Items from a dataset:
· · · · ·

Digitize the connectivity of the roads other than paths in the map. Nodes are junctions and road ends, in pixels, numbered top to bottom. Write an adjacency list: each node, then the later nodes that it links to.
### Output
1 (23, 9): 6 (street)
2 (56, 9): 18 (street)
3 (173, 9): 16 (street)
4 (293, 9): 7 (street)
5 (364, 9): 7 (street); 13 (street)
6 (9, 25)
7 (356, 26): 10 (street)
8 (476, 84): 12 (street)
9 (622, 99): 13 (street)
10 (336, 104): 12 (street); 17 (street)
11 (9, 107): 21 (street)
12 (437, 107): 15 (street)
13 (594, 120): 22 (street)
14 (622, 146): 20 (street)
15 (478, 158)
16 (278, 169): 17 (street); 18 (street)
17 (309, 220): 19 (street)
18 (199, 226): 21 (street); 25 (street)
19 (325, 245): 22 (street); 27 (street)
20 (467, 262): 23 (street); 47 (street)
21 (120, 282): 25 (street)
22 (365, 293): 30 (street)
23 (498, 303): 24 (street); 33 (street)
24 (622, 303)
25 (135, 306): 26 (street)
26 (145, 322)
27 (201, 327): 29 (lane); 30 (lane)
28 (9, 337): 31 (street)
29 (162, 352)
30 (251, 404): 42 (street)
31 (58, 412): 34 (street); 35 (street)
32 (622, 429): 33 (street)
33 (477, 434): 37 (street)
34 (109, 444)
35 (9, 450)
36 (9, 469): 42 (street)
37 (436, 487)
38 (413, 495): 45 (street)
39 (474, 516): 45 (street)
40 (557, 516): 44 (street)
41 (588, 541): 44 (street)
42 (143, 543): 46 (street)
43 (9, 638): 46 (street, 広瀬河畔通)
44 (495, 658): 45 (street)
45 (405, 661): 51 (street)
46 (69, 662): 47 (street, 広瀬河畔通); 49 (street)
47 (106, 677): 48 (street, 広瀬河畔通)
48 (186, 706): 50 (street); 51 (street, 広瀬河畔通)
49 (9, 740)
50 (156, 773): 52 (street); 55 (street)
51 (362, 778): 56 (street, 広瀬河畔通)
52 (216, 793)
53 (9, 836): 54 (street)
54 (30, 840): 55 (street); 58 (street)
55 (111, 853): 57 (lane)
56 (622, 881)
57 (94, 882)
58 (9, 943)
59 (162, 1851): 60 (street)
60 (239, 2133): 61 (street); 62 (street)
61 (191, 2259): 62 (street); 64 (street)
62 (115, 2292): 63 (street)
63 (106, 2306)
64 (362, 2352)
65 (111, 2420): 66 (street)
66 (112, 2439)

· · · · ·

The problem: Write out the entries verbatim, all of them.

Output:
Digitize the connectivity of the roads other than paths in the map. Nodes are junctions and road ends, in pixels, numbered top to bottom. Write an adjacency list: each node, then the later nodes that it links to.
### Output
1 (23, 9): 6 (street)
2 (56, 9): 18 (street)
3 (173, 9): 16 (street)
4 (293, 9): 7 (street)
5 (364, 9): 7 (street); 13 (street)
6 (9, 25)
7 (356, 26): 10 (street)
8 (476, 84): 12 (street)
9 (622, 99): 13 (street)
10 (336, 104): 12 (street); 17 (street)
11 (9, 107): 21 (street)
12 (437, 107): 15 (street)
13 (594, 120): 22 (street)
14 (622, 146): 20 (street)
15 (478, 158)
16 (278, 169): 17 (street); 18 (street)
17 (309, 220): 19 (street)
18 (199, 226): 21 (street); 25 (street)
19 (325, 245): 22 (street); 27 (street)
20 (467, 262): 23 (street); 47 (street)
21 (120, 282): 25 (street)
22 (365, 293): 30 (street)
23 (498, 303): 24 (street); 33 (street)
24 (622, 303)
25 (135, 306): 26 (street)
26 (145, 322)
27 (201, 327): 29 (lane); 30 (lane)
28 (9, 337): 31 (street)
29 (162, 352)
30 (251, 404): 42 (street)
31 (58, 412): 34 (street); 35 (street)
32 (622, 429): 33 (street)
33 (477, 434): 37 (street)
34 (109, 444)
35 (9, 450)
36 (9, 469): 42 (street)
37 (436, 487)
38 (413, 495): 45 (street)
39 (474, 516): 45 (street)
40 (557, 516): 44 (street)
41 (588, 541): 44 (street)
42 (143, 543): 46 (street)
43 (9, 638): 46 (street, 広瀬河畔通)
44 (495, 658): 45 (street)
45 (405, 661): 51 (street)
46 (69, 662): 47 (street, 広瀬河畔通); 49 (street)
47 (106, 677): 48 (street, 広瀬河畔通)
48 (186, 706): 50 (street); 51 (street, 広瀬河畔通)
49 (9, 740)
50 (156, 773): 52 (street); 55 (street)
51 (362, 778): 56 (street, 広瀬河畔通)
52 (216, 793)
53 (9, 836): 54 (street)
54 (30, 840): 55 (street); 58 (street)
55 (111, 853): 57 (lane)
56 (622, 881)
57 (94, 882)
58 (9, 943)
59 (162, 1851): 60 (street)
60 (239, 2133): 61 (street); 62 (street)
61 (191, 2259): 62 (street); 64 (street)
62 (115, 2292): 63 (street)
63 (106, 2306)
64 (362, 2352)
65 (111, 2420): 66 (street)
66 (112, 2439)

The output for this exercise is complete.